DESCRIPTION OF THE TASK
Because the copy must hold no pictures, return the data below with all of its words intact.

SUPPLIED RECORDS
○ ○ ○

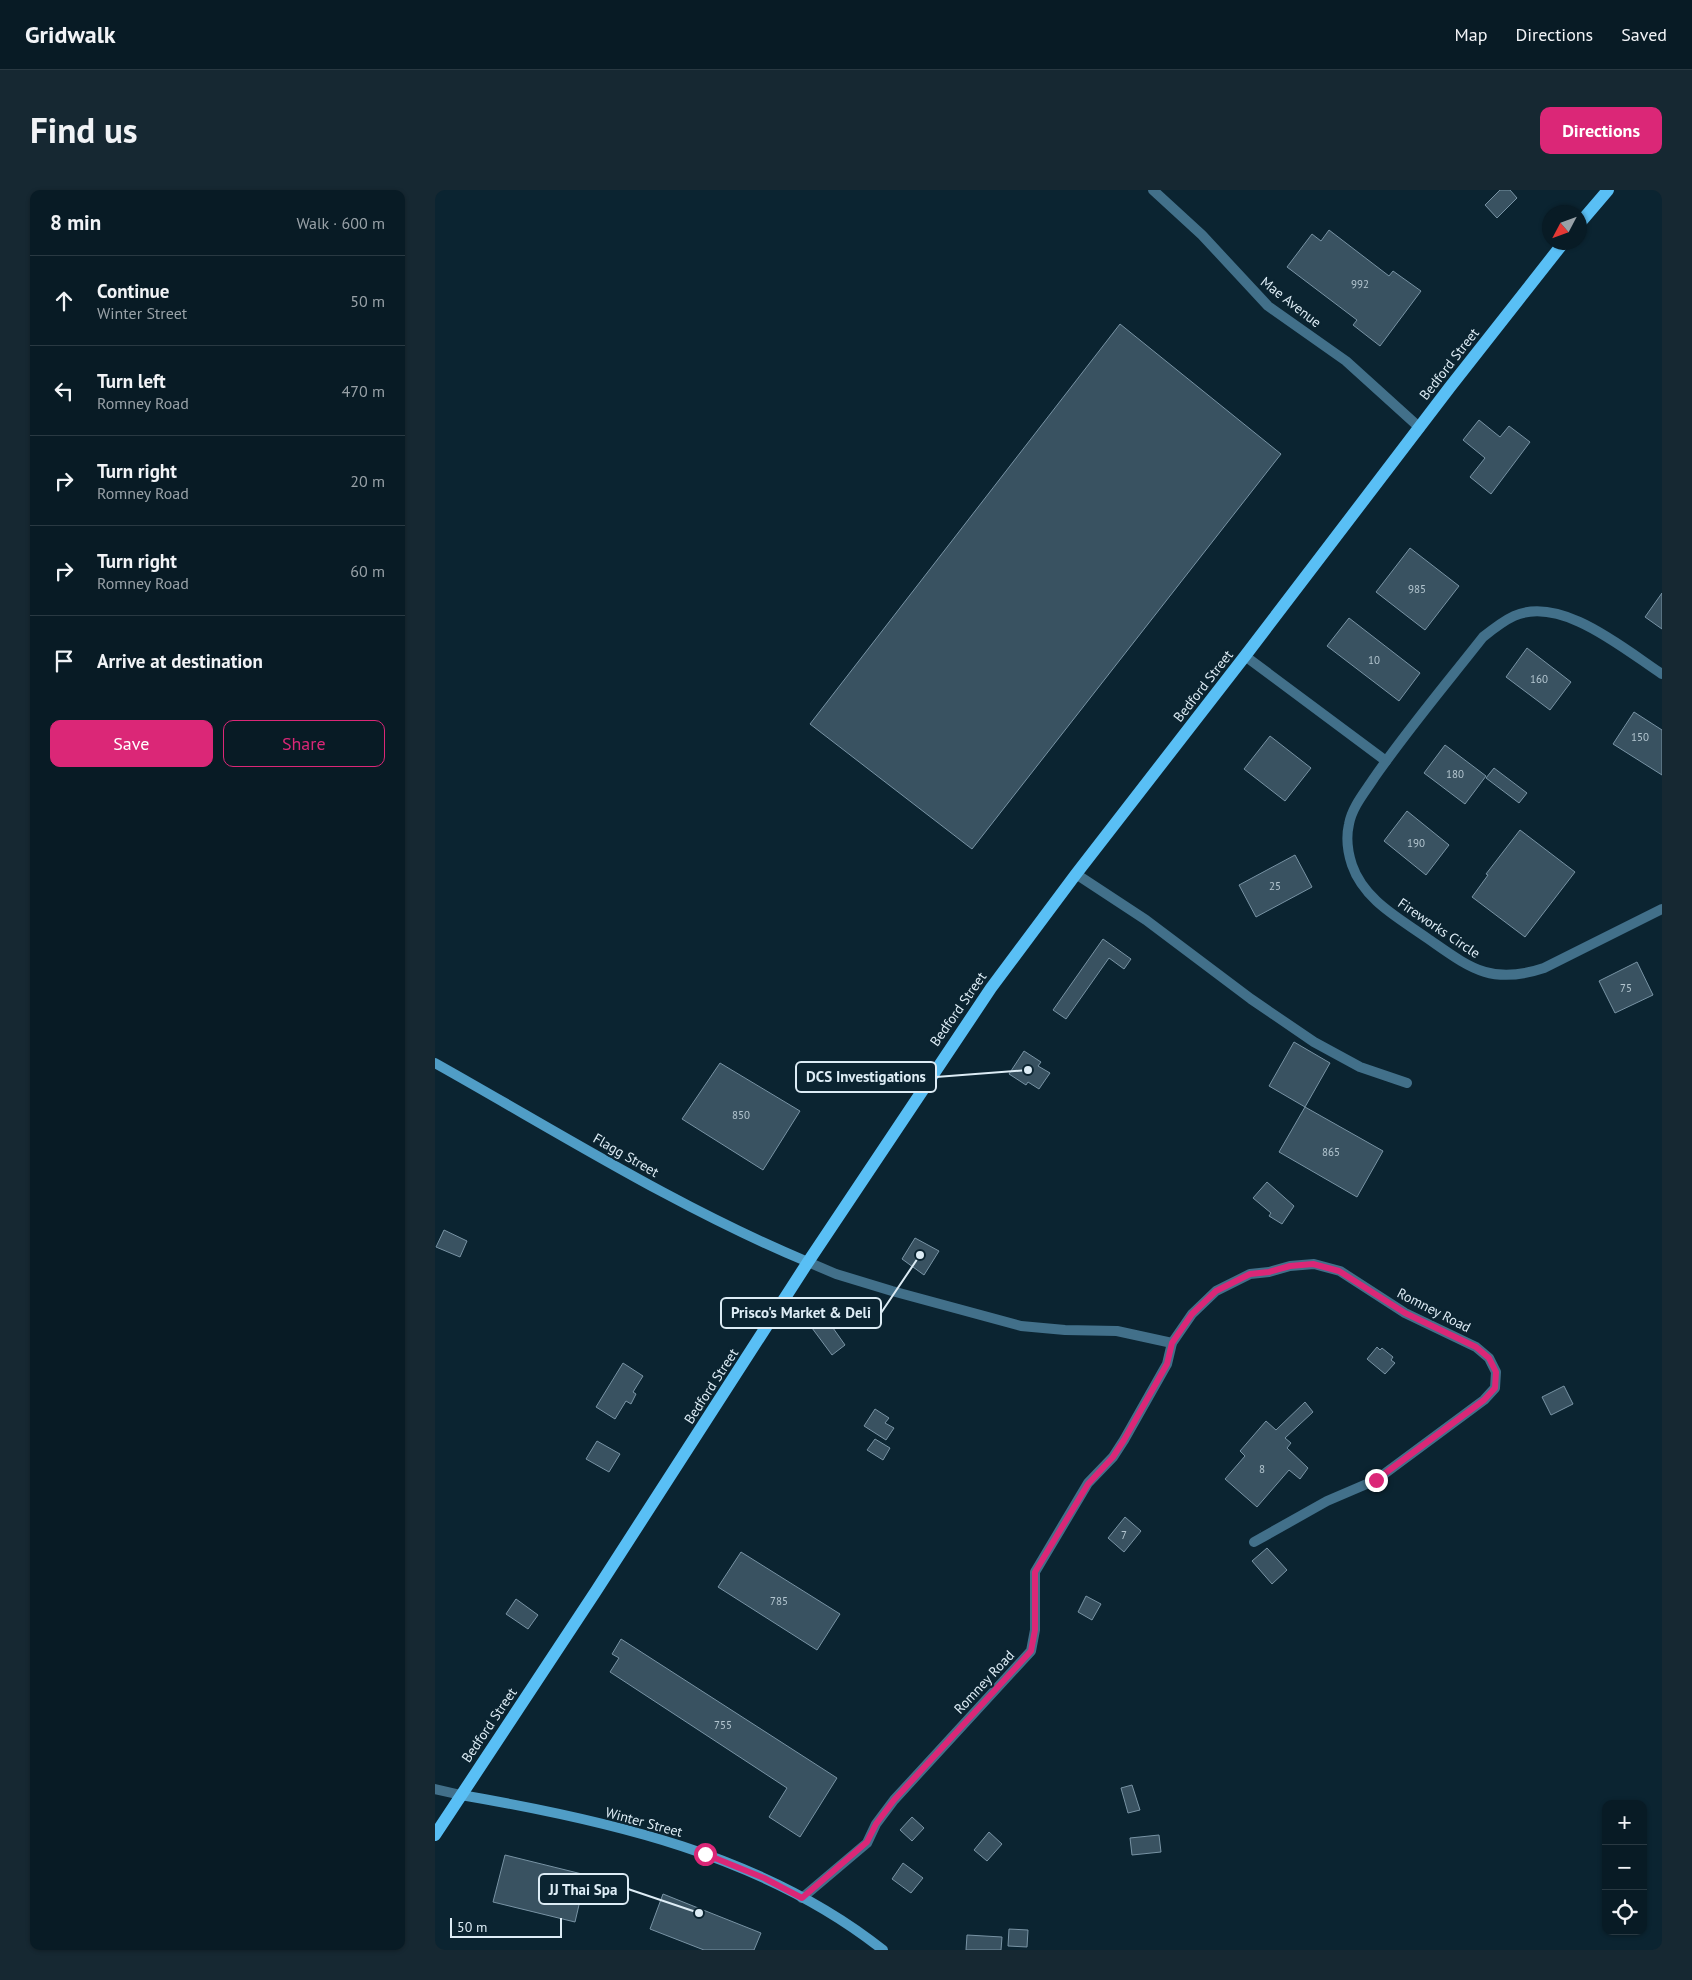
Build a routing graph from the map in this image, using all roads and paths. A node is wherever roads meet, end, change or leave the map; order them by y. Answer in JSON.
{"nodes":[{"id":1,"x":1153,"y":190,"type":"edge"},
{"id":2,"x":1609,"y":190,"type":"edge"},
{"id":3,"x":1587,"y":215,"type":"edge"},
{"id":4,"x":1559,"y":250,"type":"edge"},
{"id":5,"x":1420,"y":428,"type":"junction"},
{"id":6,"x":1245,"y":656,"type":"junction"},
{"id":7,"x":1662,"y":674,"type":"edge"},
{"id":8,"x":1386,"y":761,"type":"junction"},
{"id":9,"x":1075,"y":874,"type":"junction"},
{"id":10,"x":1662,"y":909,"type":"edge"},
{"id":11,"x":435,"y":1063,"type":"edge"},
{"id":12,"x":1407,"y":1083,"type":"dead end"},
{"id":13,"x":808,"y":1262,"type":"junction"},
{"id":14,"x":1172,"y":1343,"type":"junction"},
{"id":15,"x":1254,"y":1542,"type":"dead end"},
{"id":16,"x":435,"y":1789,"type":"edge"},
{"id":17,"x":461,"y":1794,"type":"junction"},
{"id":18,"x":435,"y":1835,"type":"edge"},
{"id":19,"x":802,"y":1898,"type":"junction"},
{"id":20,"x":883,"y":1950,"type":"edge"}],
"edges":[{"from":1,"to":5,"type":"street","name":"Mae Avenue"},
{"from":2,"to":3,"type":"main road"},
{"from":4,"to":5,"type":"main road","name":"Bedford Street"},
{"from":5,"to":6,"type":"main road","name":"Bedford Street"},
{"from":6,"to":8,"type":"street"},
{"from":6,"to":9,"type":"main road","name":"Bedford Street"},
{"from":7,"to":8,"type":"street","name":"Fireworks Circle"},
{"from":8,"to":10,"type":"street","name":"Fireworks Circle"},
{"from":9,"to":12,"type":"street"},
{"from":9,"to":13,"type":"main road","name":"Bedford Street"},
{"from":11,"to":13,"type":"street","name":"Flagg Street"},
{"from":13,"to":14,"type":"street"},
{"from":13,"to":17,"type":"main road","name":"Bedford Street"},
{"from":14,"to":15,"type":"street","name":"Romney Road"},
{"from":14,"to":19,"type":"street","name":"Romney Road"},
{"from":16,"to":17,"type":"street","name":"Winter Street"},
{"from":17,"to":18,"type":"main road","name":"Bedford Street"},
{"from":17,"to":19,"type":"street","name":"Winter Street"},
{"from":19,"to":20,"type":"street","name":"Winter Street"}]}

○ ○ ○

RESULT OF THIS EXERCISE
Build a routing graph from the map in this image, using all roads and paths. A node is wherever roads meet, end, change or leave the map; order them by y. Answer in JSON.
{"nodes":[{"id":1,"x":1153,"y":190,"type":"edge"},
{"id":2,"x":1609,"y":190,"type":"edge"},
{"id":3,"x":1587,"y":215,"type":"edge"},
{"id":4,"x":1559,"y":250,"type":"edge"},
{"id":5,"x":1420,"y":428,"type":"junction"},
{"id":6,"x":1245,"y":656,"type":"junction"},
{"id":7,"x":1662,"y":674,"type":"edge"},
{"id":8,"x":1386,"y":761,"type":"junction"},
{"id":9,"x":1075,"y":874,"type":"junction"},
{"id":10,"x":1662,"y":909,"type":"edge"},
{"id":11,"x":435,"y":1063,"type":"edge"},
{"id":12,"x":1407,"y":1083,"type":"dead end"},
{"id":13,"x":808,"y":1262,"type":"junction"},
{"id":14,"x":1172,"y":1343,"type":"junction"},
{"id":15,"x":1254,"y":1542,"type":"dead end"},
{"id":16,"x":435,"y":1789,"type":"edge"},
{"id":17,"x":461,"y":1794,"type":"junction"},
{"id":18,"x":435,"y":1835,"type":"edge"},
{"id":19,"x":802,"y":1898,"type":"junction"},
{"id":20,"x":883,"y":1950,"type":"edge"}],
"edges":[{"from":1,"to":5,"type":"street","name":"Mae Avenue"},
{"from":2,"to":3,"type":"main road"},
{"from":4,"to":5,"type":"main road","name":"Bedford Street"},
{"from":5,"to":6,"type":"main road","name":"Bedford Street"},
{"from":6,"to":8,"type":"street"},
{"from":6,"to":9,"type":"main road","name":"Bedford Street"},
{"from":7,"to":8,"type":"street","name":"Fireworks Circle"},
{"from":8,"to":10,"type":"street","name":"Fireworks Circle"},
{"from":9,"to":12,"type":"street"},
{"from":9,"to":13,"type":"main road","name":"Bedford Street"},
{"from":11,"to":13,"type":"street","name":"Flagg Street"},
{"from":13,"to":14,"type":"street"},
{"from":13,"to":17,"type":"main road","name":"Bedford Street"},
{"from":14,"to":15,"type":"street","name":"Romney Road"},
{"from":14,"to":19,"type":"street","name":"Romney Road"},
{"from":16,"to":17,"type":"street","name":"Winter Street"},
{"from":17,"to":18,"type":"main road","name":"Bedford Street"},
{"from":17,"to":19,"type":"street","name":"Winter Street"},
{"from":19,"to":20,"type":"street","name":"Winter Street"}]}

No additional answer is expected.